Much of the surrounding area was within the ancient parish of Hundersfield, although some parts lay within Butterworth township. During the English Civil War, the Parliamentarians sent 800 men to fortify Blackstone Edge; John Rosworm came from Manchester to direct the construction of defences. It was successfully held against an attack by Royalist cavalry. In 1660 the churchwardens of St Chad's paid 24 shillings for eight loads of "great stones from Blackstoneedge" for Rochdale church steps.
Celia Fiennes travelled over Blackstone Edge and described her journey in about 1700. A meeting of supporters of Chartism from the surrounding industrial towns of Lancashire and Yorkshire was held in 1846, attracting up to 30,000 people.

==Sport==
Blackstone Edge is frequented by walkers and rock climbers who use its traditional climbing and bouldering routes.
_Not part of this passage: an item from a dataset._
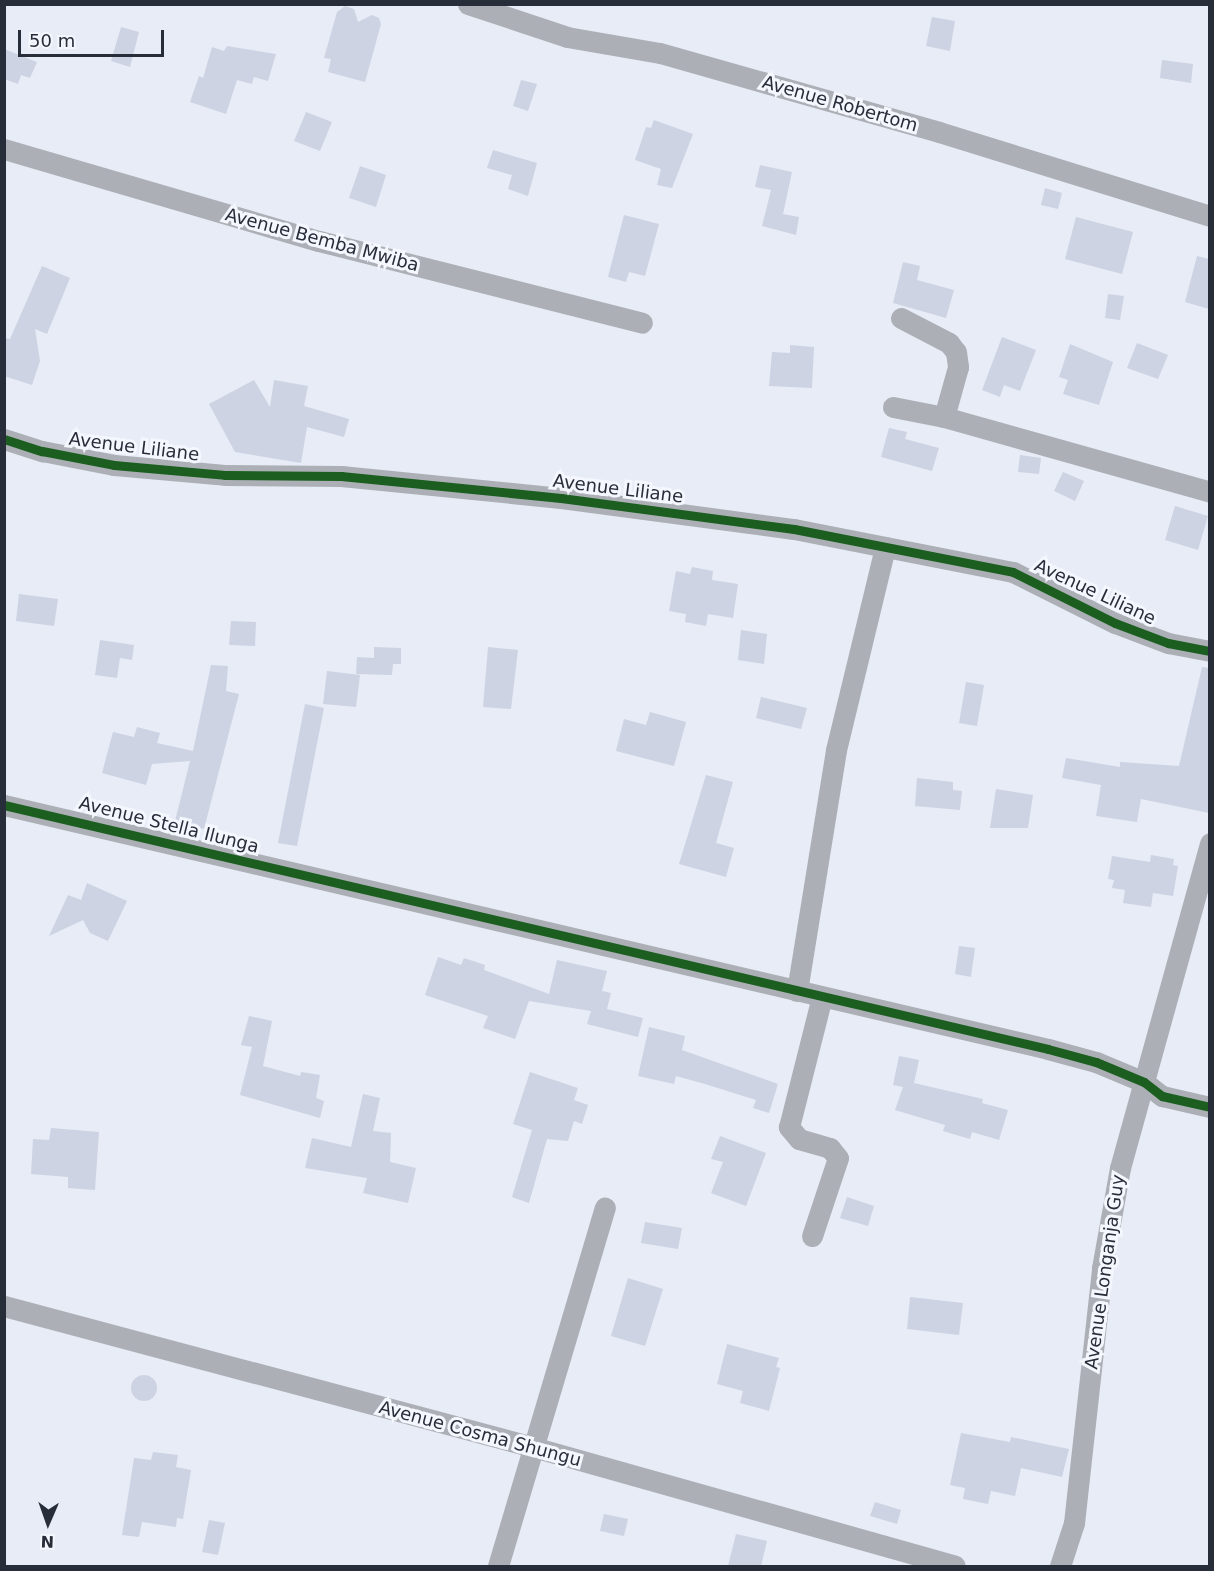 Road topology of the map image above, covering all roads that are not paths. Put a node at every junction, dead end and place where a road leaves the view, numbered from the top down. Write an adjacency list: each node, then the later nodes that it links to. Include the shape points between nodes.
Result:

The crag was featured in Some Gritstone Climbs, a pioneering 1913 guide to rock-climbing in the Peak District, by John Laycock. One walking route is a circular walk from Hollingworth Lake in Smithy Bridge near Littleborough up to Blackstone Edge, and another route links Blackstone Edge to Hebden Bridge in the Calder Valley. The Pennine Way long-distance footpath from Edale in the Derbyshire Peak District to Kirk Yetholm in Scotland passes along the top of the outcrop. It is also an alternative route of the Rochdale Way.

From the summit one can see Manchester city centre, Winter Hill in the West Pennine Moors, and the mountains in North Wales in clear weather.

Halifax Road, which goes up towards Blackstone Edge reservoir, provides a popular cycling ascent. With 240 m of ascent from the centre of Littleborough, at an average gradient of 5%, it is recognised as a category 3 climb on Strava.